Switch to SpeakEasy.net DSL

The Modular Manual Browser

Home Page
Manual: (OSF1-V5.1-alpha)
Apropos / Subsearch:
optional field

mh(1)									mh(1)


  mh, MH - Introduction	to the MH system for handling mail


  MH is	the name of a powerful message handling	system.	Rather than being a
  single comprehensive program,	MH consists of a collection of fairly simple
  single-purpose programs to send, receive, save, and retrieve messages.

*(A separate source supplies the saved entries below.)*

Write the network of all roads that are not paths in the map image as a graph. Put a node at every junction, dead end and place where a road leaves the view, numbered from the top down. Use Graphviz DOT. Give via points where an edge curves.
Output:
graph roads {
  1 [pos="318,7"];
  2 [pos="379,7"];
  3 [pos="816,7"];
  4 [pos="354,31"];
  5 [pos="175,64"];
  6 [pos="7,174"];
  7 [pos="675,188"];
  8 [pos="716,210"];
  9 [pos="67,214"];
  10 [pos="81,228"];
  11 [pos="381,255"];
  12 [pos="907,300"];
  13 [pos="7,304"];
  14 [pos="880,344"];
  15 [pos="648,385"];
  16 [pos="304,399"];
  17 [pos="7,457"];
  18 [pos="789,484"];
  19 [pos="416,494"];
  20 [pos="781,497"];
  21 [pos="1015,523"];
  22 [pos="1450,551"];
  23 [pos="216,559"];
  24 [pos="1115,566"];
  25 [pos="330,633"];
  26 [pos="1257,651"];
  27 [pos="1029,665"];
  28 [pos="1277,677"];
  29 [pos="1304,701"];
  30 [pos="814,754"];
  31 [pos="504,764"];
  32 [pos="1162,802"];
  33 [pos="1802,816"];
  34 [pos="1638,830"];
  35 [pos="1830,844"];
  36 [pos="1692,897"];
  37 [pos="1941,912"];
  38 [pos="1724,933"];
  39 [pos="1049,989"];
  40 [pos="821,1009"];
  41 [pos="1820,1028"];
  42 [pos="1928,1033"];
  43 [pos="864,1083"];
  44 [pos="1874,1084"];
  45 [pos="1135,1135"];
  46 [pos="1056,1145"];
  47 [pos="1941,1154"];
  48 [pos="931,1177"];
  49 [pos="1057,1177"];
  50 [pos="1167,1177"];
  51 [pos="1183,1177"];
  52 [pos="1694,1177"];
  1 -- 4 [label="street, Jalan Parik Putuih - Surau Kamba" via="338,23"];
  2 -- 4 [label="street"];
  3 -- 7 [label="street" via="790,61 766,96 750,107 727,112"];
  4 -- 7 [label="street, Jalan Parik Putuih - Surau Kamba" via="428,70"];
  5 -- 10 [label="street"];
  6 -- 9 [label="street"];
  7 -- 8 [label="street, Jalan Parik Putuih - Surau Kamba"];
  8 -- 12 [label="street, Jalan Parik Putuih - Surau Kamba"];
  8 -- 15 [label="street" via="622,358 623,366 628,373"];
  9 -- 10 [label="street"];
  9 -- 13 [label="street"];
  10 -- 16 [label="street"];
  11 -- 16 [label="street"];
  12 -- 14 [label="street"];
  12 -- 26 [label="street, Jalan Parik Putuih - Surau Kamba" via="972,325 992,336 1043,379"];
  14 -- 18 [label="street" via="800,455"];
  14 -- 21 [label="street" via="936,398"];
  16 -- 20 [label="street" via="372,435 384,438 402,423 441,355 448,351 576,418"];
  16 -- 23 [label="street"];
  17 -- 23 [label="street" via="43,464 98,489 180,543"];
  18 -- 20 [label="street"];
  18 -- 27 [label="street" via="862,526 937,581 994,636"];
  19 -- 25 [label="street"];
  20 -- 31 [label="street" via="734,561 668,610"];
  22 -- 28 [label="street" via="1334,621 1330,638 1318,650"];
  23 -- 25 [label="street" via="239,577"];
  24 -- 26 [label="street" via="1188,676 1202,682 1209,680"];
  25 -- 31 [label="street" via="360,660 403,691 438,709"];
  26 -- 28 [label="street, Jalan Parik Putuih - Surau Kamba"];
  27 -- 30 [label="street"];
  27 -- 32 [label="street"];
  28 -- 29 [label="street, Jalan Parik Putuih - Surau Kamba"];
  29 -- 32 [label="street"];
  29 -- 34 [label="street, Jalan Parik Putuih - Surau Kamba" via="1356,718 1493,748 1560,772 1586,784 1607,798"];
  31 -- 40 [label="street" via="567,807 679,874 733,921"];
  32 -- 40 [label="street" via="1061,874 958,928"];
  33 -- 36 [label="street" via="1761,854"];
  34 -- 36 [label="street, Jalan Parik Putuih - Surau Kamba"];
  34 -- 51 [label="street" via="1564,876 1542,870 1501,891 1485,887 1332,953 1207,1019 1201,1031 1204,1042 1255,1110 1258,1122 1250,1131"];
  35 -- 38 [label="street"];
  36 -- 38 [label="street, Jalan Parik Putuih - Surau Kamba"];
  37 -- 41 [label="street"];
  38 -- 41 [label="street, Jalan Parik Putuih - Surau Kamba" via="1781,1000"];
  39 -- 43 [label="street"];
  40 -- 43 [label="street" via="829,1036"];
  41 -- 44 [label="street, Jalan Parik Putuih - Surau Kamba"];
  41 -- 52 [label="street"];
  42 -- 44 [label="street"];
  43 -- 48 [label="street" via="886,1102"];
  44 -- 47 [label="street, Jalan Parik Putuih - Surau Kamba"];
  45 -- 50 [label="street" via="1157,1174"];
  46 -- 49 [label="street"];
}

  Unlike mail, MH is not a closed system that must be explicitly run, and
  then exited when you wish to return to the shell. Instead, you may freely
  intersperse MH commands with other shell commands. This allows you to	read
  and answer your mail while you have (for example) a compilation running, or
  are searching	for a file or running programs to find an answer to someone's
  question before replying to them.

  To get started using MH, add the directory /usr/bin/mh to your $PATH.	This
  is best done in one of the files .profile, .login, or	.cshrc in your home
  directory. Check the reference page for the shell you	use if you do not
  know how to do this. Run the inc command. If you have	never used MH before,
  the inc command creates the necessary	default	files and directories after
  asking you if	you want it to do so. The inc command moves mail from your
  system maildrop into your MH +inbox folder.  Each message is converted to
  MH format, and stored	as separate files in your +inbox folder	until you
  have read it.	When you have read a message, you can refile it	in another
  folder that you have created.

  Folders are directories in which messages are	stored:	the folders them-
  selves are stored in your Mail directory. See	refile(1) and folder(1)	for
  more details.

  For each message it processes, inc prints a one-line display.	The one-line
  display contains the From: field, the	Subject: field,	and as much of the
  first	line of	the message as it can accommodate. The first message that inc
  processes becomes your current message. All MH commands operate on the
  current message unless you have specified the	msg argument.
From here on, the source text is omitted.